> EXERCISE DIRECTIONS: Wherever the string "their" turns up in the data, copy the whole line.

> EXERCISE MATERIAL:
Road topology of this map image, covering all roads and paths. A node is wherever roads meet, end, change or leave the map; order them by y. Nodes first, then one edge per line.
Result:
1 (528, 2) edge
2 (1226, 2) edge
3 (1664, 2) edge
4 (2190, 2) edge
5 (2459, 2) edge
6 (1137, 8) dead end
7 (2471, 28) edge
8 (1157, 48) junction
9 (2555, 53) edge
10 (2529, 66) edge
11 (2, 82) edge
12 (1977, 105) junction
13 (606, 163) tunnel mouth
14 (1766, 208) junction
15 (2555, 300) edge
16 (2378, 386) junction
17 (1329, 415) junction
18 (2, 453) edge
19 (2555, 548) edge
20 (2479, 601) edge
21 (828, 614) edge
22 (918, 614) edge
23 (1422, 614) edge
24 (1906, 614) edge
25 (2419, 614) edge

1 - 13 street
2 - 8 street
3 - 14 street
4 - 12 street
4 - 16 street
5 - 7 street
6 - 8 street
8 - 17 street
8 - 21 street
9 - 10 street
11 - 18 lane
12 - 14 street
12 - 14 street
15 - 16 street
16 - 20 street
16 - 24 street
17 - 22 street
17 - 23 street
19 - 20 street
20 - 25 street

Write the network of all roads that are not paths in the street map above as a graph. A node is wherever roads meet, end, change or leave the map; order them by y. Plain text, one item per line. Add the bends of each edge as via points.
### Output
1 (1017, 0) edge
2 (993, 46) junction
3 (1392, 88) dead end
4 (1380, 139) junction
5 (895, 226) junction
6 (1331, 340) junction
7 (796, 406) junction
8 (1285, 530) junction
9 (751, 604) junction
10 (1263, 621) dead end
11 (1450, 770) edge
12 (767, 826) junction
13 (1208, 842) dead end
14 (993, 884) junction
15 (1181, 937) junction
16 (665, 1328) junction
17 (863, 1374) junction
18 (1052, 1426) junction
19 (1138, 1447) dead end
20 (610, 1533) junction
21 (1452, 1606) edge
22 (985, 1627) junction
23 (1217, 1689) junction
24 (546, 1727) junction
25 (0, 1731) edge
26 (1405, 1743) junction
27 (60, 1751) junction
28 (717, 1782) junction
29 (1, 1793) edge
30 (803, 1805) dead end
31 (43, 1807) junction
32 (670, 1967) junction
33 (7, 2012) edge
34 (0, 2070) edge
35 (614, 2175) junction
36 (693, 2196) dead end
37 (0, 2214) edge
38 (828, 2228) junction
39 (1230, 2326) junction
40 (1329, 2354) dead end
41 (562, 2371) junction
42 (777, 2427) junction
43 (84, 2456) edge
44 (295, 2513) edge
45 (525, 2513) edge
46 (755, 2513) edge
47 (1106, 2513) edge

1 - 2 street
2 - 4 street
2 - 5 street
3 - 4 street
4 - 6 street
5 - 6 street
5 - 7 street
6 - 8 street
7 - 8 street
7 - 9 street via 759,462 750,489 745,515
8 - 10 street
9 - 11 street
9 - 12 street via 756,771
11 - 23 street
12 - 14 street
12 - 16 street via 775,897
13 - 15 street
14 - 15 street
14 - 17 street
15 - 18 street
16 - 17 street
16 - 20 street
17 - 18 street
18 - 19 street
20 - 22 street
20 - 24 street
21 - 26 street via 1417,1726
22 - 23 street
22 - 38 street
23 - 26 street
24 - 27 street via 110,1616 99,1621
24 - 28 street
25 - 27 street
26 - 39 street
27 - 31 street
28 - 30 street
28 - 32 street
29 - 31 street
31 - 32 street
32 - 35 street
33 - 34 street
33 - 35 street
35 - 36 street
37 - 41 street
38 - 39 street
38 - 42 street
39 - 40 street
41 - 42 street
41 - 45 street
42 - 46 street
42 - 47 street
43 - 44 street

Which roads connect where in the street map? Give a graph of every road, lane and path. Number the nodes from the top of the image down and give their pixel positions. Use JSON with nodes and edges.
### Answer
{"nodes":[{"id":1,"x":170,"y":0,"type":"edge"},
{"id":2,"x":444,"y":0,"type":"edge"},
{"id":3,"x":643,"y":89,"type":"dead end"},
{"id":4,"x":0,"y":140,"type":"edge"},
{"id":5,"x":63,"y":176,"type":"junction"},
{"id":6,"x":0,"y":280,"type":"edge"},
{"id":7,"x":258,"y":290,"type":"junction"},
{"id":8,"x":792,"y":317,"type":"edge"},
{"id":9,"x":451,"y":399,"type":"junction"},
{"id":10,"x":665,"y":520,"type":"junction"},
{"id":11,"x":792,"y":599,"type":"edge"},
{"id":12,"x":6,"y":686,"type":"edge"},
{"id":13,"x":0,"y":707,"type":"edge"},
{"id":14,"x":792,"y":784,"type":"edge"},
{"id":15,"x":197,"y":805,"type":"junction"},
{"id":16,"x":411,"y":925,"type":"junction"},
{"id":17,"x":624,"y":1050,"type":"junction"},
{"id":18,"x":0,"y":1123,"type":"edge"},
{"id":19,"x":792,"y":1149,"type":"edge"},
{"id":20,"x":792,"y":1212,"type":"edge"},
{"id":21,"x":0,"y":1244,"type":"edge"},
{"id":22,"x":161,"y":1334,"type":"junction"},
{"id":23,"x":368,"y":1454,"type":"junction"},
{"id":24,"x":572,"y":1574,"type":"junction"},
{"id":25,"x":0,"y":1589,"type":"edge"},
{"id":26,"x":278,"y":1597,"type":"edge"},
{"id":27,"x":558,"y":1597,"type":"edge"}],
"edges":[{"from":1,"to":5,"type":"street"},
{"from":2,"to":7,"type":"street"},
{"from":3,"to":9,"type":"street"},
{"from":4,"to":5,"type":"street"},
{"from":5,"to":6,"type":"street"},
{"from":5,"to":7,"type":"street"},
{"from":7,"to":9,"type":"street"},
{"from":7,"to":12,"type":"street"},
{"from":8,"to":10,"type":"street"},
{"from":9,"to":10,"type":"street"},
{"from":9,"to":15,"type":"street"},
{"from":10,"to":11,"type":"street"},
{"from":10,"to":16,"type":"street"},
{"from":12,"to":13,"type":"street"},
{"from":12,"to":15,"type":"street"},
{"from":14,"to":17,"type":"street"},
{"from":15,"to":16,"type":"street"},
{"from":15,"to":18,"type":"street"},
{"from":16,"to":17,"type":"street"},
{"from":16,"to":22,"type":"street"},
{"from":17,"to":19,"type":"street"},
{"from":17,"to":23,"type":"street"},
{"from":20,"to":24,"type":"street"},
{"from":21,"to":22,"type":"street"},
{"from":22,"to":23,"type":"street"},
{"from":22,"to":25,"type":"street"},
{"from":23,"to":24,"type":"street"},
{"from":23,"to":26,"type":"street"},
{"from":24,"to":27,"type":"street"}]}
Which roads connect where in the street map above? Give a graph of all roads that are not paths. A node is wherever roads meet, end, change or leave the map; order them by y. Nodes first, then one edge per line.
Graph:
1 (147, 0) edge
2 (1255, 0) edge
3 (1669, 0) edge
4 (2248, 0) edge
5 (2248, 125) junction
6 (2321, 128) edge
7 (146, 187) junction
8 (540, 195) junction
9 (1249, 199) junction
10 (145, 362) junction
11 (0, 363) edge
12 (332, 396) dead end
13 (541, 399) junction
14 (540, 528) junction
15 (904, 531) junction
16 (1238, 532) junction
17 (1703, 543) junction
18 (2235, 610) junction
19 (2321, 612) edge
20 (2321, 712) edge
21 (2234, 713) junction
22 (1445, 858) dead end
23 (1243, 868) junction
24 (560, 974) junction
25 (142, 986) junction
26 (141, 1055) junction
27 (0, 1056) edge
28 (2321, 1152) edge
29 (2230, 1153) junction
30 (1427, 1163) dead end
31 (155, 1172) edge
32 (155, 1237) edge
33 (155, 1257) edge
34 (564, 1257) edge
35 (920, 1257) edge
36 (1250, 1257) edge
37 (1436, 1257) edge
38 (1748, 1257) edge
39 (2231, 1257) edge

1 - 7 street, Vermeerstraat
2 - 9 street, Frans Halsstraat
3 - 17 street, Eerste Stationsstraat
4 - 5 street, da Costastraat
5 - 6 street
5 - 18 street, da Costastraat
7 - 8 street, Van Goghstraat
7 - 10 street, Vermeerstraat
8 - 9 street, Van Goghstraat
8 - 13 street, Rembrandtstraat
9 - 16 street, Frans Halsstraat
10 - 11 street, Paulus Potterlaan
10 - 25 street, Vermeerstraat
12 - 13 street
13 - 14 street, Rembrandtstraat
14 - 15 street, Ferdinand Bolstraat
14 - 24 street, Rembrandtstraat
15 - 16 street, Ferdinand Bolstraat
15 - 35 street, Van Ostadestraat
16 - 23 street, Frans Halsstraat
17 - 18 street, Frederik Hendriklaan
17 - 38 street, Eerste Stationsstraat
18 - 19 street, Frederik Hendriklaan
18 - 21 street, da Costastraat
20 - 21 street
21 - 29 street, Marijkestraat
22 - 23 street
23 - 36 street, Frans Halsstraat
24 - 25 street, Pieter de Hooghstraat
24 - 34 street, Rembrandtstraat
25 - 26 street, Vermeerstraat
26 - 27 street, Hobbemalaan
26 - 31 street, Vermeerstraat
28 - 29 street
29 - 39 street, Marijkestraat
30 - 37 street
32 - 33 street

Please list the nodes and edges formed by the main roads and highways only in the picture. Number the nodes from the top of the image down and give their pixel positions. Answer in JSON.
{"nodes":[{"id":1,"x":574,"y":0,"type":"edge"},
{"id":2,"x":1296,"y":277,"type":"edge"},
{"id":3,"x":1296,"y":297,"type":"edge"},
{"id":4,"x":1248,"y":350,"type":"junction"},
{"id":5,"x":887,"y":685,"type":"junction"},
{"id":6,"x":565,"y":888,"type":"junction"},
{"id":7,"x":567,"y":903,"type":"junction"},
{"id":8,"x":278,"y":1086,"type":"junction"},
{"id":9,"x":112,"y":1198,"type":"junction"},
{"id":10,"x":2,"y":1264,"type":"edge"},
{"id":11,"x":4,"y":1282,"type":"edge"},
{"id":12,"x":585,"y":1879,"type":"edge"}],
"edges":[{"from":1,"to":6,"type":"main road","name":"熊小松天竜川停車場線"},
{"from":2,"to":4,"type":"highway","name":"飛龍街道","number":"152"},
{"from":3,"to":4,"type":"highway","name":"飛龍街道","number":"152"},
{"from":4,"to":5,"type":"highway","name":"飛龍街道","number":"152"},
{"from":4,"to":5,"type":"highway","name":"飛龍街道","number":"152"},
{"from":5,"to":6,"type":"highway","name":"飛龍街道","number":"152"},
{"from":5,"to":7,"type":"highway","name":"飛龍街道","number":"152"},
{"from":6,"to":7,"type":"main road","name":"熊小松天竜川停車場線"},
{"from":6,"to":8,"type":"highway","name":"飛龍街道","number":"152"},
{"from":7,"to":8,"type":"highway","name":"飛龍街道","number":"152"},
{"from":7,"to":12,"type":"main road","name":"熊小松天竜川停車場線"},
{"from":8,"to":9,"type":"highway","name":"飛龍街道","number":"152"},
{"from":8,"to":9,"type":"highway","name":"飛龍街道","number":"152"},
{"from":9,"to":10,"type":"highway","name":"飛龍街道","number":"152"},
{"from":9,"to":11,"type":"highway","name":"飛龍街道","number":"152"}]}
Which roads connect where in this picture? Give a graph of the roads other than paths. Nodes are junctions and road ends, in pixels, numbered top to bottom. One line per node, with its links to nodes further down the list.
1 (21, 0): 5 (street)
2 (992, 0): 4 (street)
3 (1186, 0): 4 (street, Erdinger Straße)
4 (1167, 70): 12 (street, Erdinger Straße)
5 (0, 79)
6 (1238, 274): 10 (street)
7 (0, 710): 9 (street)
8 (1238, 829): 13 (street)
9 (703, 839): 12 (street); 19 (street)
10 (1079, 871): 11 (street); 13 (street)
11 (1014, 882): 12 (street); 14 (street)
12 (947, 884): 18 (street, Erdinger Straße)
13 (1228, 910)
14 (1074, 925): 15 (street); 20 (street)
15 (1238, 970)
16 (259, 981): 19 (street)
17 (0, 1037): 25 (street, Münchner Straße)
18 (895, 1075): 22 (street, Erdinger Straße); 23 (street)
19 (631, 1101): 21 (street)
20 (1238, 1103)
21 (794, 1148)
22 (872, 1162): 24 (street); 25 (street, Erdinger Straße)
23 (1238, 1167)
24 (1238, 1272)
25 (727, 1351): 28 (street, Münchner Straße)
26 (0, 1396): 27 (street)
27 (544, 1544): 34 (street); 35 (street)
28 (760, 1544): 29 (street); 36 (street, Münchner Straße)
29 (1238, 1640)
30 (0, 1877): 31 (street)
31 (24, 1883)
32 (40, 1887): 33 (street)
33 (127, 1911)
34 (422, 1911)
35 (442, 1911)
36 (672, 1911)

> SOLUTION TO THIS EXERCISE:
Which roads connect where in the street map? Give a graph of every road, lane and path. Number the nodes from the top of the image down and give their pixel positions. Use JSON with nodes and edges.
Please list the nodes and edges formed by the main roads and highways only in the picture. Number the nodes from the top of the image down and give their pixel positions. Answer in JSON.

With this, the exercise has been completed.